## YOUR OBJECTIVE
Copy the listing below line for line, starting at its first line and ending with the line that has "std::vector<float> xs(glyphs.size());" in it. Add nothing.

-- AVAILABLE DATA follows --

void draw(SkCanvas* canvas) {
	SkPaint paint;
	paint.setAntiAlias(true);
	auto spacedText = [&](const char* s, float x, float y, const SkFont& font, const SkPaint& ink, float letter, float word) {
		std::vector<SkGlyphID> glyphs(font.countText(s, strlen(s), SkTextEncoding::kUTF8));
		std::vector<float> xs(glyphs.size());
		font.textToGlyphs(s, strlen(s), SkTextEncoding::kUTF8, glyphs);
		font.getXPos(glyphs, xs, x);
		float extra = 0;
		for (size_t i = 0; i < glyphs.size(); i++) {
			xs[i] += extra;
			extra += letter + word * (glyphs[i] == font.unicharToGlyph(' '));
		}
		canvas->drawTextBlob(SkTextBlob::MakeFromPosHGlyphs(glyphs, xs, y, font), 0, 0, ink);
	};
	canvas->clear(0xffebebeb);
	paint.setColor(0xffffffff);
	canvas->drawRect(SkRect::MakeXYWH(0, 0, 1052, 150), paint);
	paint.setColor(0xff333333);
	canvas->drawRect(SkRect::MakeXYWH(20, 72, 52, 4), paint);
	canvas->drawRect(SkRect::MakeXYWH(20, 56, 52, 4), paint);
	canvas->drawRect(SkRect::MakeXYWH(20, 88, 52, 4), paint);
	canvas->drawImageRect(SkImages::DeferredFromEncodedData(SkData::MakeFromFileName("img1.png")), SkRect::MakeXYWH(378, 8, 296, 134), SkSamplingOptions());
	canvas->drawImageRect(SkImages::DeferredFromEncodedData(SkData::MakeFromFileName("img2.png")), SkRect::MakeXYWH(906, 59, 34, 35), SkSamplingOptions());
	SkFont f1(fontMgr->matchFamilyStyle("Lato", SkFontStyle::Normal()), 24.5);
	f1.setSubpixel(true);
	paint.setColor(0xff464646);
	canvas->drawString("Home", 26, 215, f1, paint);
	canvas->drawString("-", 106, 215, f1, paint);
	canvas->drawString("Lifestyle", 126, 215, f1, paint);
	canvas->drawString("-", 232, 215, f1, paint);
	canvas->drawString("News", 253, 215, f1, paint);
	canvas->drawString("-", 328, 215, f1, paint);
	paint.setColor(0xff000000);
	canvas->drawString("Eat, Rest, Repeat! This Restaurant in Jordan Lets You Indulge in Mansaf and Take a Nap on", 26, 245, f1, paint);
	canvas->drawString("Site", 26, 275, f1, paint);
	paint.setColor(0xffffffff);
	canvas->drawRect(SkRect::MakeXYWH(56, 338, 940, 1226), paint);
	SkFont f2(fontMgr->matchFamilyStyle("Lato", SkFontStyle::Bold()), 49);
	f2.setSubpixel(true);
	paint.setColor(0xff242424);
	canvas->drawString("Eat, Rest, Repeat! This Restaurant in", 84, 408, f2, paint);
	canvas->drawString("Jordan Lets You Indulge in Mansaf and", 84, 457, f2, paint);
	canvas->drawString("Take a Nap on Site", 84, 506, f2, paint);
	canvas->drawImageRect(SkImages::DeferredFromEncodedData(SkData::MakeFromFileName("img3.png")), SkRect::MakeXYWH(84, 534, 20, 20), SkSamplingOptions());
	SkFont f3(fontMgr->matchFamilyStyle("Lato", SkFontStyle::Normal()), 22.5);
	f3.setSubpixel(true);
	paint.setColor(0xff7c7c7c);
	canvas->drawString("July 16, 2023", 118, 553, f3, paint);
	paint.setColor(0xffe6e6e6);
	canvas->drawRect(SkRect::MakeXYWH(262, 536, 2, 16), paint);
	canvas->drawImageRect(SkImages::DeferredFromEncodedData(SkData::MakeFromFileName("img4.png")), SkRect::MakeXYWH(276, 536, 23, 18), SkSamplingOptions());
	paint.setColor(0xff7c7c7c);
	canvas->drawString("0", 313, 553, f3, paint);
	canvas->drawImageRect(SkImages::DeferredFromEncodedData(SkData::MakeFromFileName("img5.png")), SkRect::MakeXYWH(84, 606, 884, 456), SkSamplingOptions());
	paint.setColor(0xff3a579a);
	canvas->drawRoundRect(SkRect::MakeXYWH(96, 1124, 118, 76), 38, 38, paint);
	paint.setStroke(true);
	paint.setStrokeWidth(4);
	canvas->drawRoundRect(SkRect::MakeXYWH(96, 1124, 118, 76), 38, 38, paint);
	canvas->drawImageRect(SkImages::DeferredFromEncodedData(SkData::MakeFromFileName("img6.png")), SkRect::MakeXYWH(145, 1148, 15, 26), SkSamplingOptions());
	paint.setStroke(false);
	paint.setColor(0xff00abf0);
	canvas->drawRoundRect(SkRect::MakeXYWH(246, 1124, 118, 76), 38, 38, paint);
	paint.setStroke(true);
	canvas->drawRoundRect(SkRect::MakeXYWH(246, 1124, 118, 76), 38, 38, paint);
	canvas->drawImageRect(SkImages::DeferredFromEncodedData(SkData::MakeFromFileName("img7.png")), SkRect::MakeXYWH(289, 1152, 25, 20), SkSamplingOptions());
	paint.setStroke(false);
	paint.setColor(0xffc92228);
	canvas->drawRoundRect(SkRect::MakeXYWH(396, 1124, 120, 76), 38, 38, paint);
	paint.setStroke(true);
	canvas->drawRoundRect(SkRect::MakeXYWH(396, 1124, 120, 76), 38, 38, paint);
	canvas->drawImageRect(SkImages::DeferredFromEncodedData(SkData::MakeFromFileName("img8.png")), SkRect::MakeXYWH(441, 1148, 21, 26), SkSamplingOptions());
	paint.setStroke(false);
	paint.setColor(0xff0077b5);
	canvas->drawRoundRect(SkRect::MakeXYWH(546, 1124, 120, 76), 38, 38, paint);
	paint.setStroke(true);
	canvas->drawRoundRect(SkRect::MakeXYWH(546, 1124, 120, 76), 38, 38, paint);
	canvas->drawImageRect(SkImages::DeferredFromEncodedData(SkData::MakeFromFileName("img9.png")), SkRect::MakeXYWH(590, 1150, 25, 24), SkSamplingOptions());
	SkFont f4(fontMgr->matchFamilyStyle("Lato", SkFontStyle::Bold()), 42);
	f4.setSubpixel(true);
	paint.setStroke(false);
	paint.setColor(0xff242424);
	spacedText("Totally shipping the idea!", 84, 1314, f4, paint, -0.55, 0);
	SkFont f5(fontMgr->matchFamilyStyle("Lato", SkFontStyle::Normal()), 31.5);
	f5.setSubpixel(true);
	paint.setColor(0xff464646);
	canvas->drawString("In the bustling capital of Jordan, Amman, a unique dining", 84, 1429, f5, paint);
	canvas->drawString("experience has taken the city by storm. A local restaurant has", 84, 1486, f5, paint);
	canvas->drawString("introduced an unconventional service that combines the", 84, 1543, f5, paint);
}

-- AVAILABLE DATA concluded --

## PROBLEM SOLUTION
void draw(SkCanvas* canvas) {
	SkPaint paint;
	paint.setAntiAlias(true);
	auto spacedText = [&](const char* s, float x, float y, const SkFont& font, const SkPaint& ink, float letter, float word) {
		std::vector<SkGlyphID> glyphs(font.countText(s, strlen(s), SkTextEncoding::kUTF8));
		std::vector<float> xs(glyphs.size());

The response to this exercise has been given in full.